Cela s’est vraiment arrêté quand nous avons utilisé le B-2. Mais même avant cela, ce que Barack Hussein Obama a fait — l’accord nucléaire avec l’Iran — leur a donné en réalité un accès vers l’arme nucléaire. En substance, il a choisi l’Iran plutôt qu’Israël et d’autres qui ne le voulaient pas.
Mais j’ai mis fin à cet accord. Si je ne l’avais pas fait, ils auraient eu l’arme nucléaire depuis des années, et ils l’auraient utilisée, c’est garanti. Et vous savez pourquoi c’est garanti : leurs voisins restaient en retrait, ils ne voulaient pas s’impliquer. Il y avait comme un énorme nuage sombre au-dessus du Moyen-Orient.
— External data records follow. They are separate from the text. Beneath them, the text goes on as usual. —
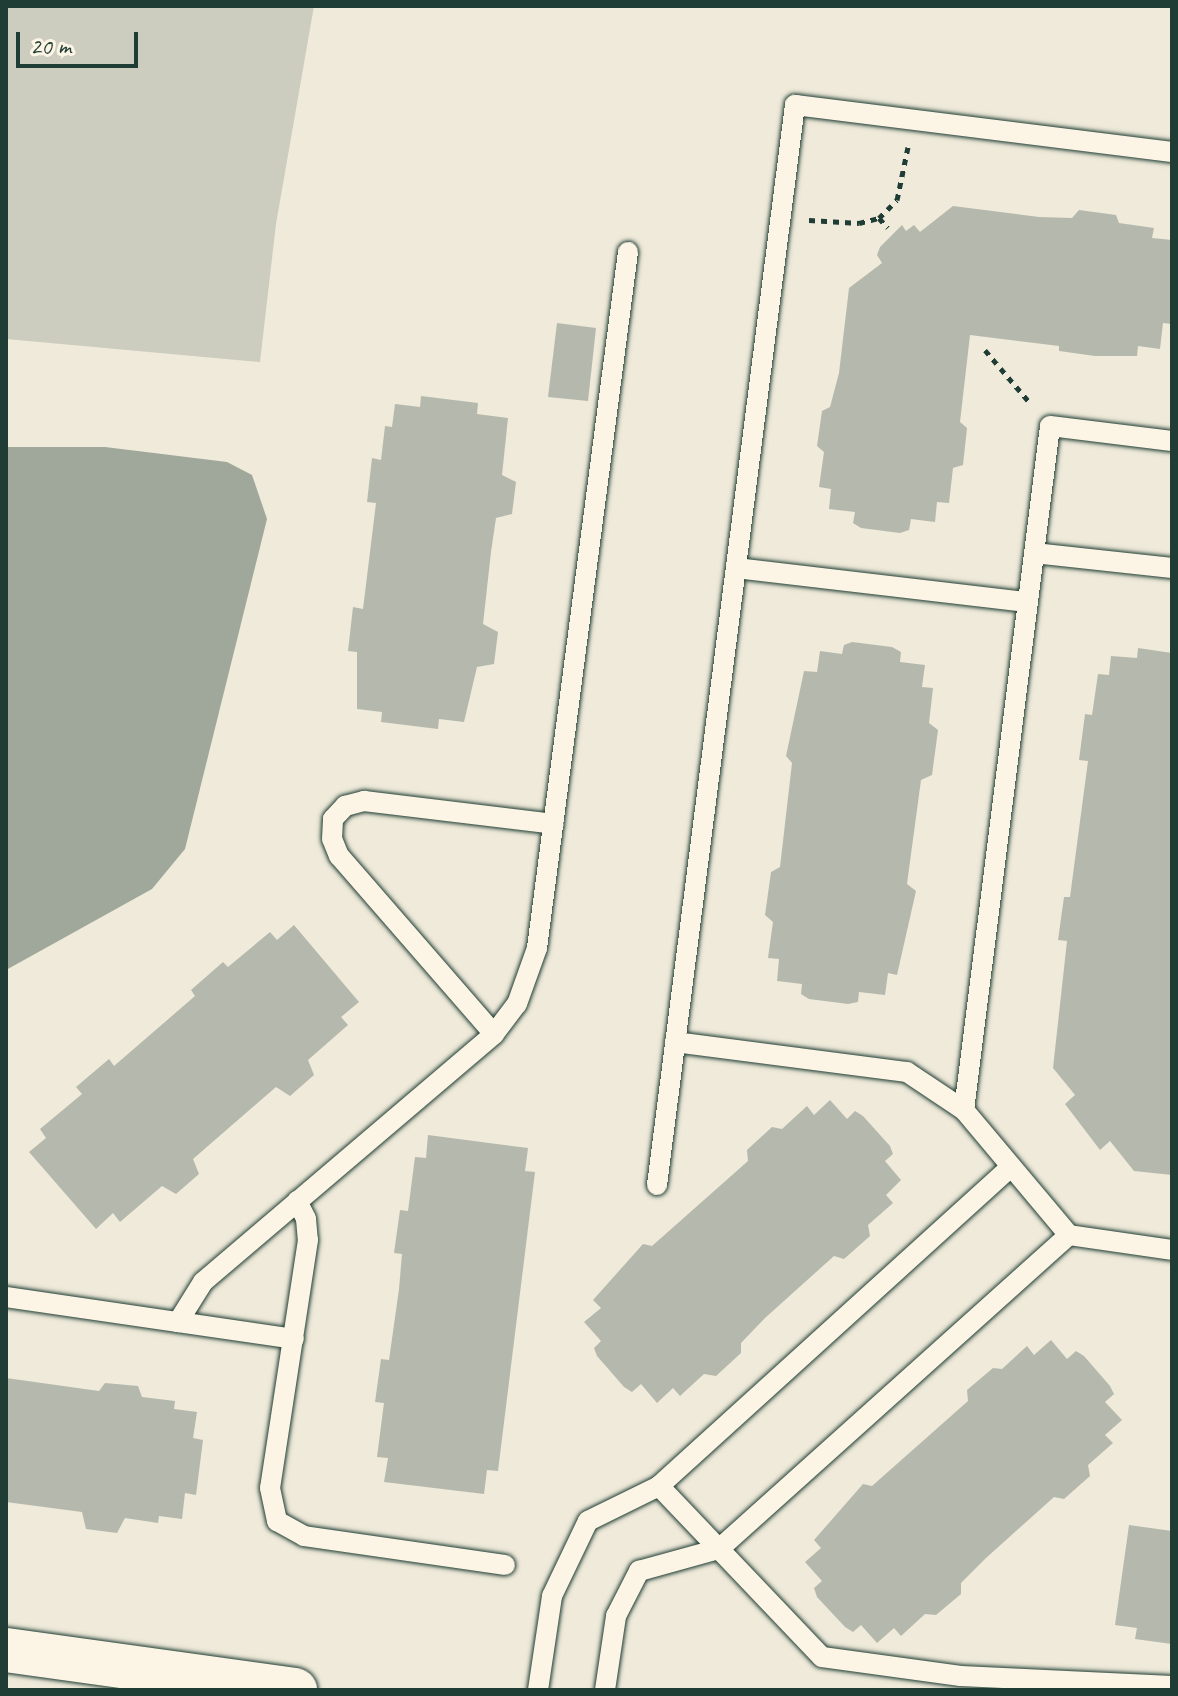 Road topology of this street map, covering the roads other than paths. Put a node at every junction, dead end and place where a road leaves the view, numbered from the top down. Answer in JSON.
{"nodes":[{"id":1,"x":1172,"y":152,"type":"edge"},
{"id":2,"x":628,"y":252,"type":"dead end"},
{"id":3,"x":1172,"y":441,"type":"edge"},
{"id":4,"x":1034,"y":553,"type":"junction"},
{"id":5,"x":736,"y":568,"type":"junction"},
{"id":6,"x":1172,"y":568,"type":"edge"},
{"id":7,"x":1027,"y":602,"type":"junction"},
{"id":8,"x":554,"y":824,"type":"junction"},
{"id":9,"x":494,"y":1034,"type":"junction"},
{"id":10,"x":675,"y":1042,"type":"junction"},
{"id":11,"x":964,"y":1110,"type":"junction"},
{"id":12,"x":1009,"y":1169,"type":"junction"},
{"id":13,"x":657,"y":1185,"type":"dead end"},
{"id":14,"x":297,"y":1201,"type":"junction"},
{"id":15,"x":1069,"y":1235,"type":"junction"},
{"id":16,"x":1172,"y":1250,"type":"edge"},
{"id":17,"x":6,"y":1297,"type":"edge"},
{"id":18,"x":178,"y":1322,"type":"junction"},
{"id":19,"x":294,"y":1339,"type":"junction"},
{"id":20,"x":659,"y":1486,"type":"junction"},
{"id":21,"x":719,"y":1549,"type":"junction"},
{"id":22,"x":505,"y":1565,"type":"dead end"},
{"id":23,"x":6,"y":1650,"type":"edge"},
{"id":24,"x":1172,"y":1686,"type":"edge"},
{"id":25,"x":295,"y":1690,"type":"edge"},
{"id":26,"x":538,"y":1690,"type":"edge"},
{"id":27,"x":605,"y":1690,"type":"edge"}],
"edges":[{"from":1,"to":5,"type":"lane"},
{"from":2,"to":8,"type":"lane"},
{"from":3,"to":4,"type":"lane"},
{"from":4,"to":6,"type":"lane"},
{"from":4,"to":7,"type":"lane"},
{"from":5,"to":7,"type":"lane"},
{"from":5,"to":10,"type":"lane"},
{"from":7,"to":11,"type":"lane"},
{"from":8,"to":9,"type":"lane"},
{"from":8,"to":9,"type":"lane"},
{"from":9,"to":14,"type":"lane"},
{"from":10,"to":11,"type":"lane"},
{"from":10,"to":13,"type":"lane"},
{"from":11,"to":12,"type":"lane"},
{"from":12,"to":15,"type":"lane"},
{"from":12,"to":20,"type":"lane"},
{"from":14,"to":18,"type":"lane"},
{"from":14,"to":19,"type":"lane"},
{"from":15,"to":16,"type":"lane"},
{"from":15,"to":21,"type":"lane"},
{"from":17,"to":18,"type":"lane"},
{"from":18,"to":19,"type":"lane"},
{"from":19,"to":22,"type":"lane"},
{"from":20,"to":21,"type":"lane"},
{"from":20,"to":26,"type":"lane"},
{"from":21,"to":24,"type":"lane"},
{"from":21,"to":27,"type":"lane"},
{"from":23,"to":25,"type":"street"}]}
Mais soudain, la guerre commence, et ils tirent sur cinq pays en particulier : le Qatar, l’Arabie saoudite, les Émirats arabes unis, le Koweït, Oman. Tout le monde a été choqué et s’est rangé à nos côtés. Vous savez pourquoi ? Parce que ce sont des gens dangereux.
Ils avaient un plan pour prendre le contrôle du Moyen-Orient. Certains de ces missiles étaient prêts bien avant même que nous commencions ce processus. Ils étaient déjà programmés pour viser ces pays. Ils voulaient prendre le contrôle de la région. Mais nous sommes intervenus, et cela n’a pas été si facile.
Aujourd’hui, leur marine est en train d’être éliminée à une échelle peut-être jamais vue, en tout cas pas depuis la Seconde Guerre mondiale. Leur armée de l’air a disparu. Leurs capacités de défense aérienne et de communication sont totalement détruites. Et un des problèmes pour eux, c’est que leurs dirigeants ont été éliminés. Le premier niveau a disparu, le suivant aussi. Tous ont disparu.
S’ils n’ont pas conclu d’accord, c’est parce que ce sont des gens profondément malades. Très dangereux. Si nous n’avions pas frappé avec les bombardiers B-2, ils auraient eu l’arme nucléaire en deux à quatre semaines. Et ils l’auraient utilisée, sans aucun doute.
Ils l’auraient utilisée contre Israël, en premier. Puis contre leurs voisins. Et ensuite contre nous.
Mais heureusement, vous n’avez pas un président faible. J’ai compris ce qui se passait. Et je pense que les faits nous donnent raison.
Nous avons mené l’une des plus grandes opérations aériennes de l’histoire. De nuit, sans lune, sans lumière. Chaque bombe a atteint sa cible et a totalement détruit ces installations, désormais enfouies profondément sous terre.
Ils avaient aussi des missiles capables de parcourir 2 500 miles — ils disaient ne pas en avoir. Ils en avaient. Ils les ont utilisés.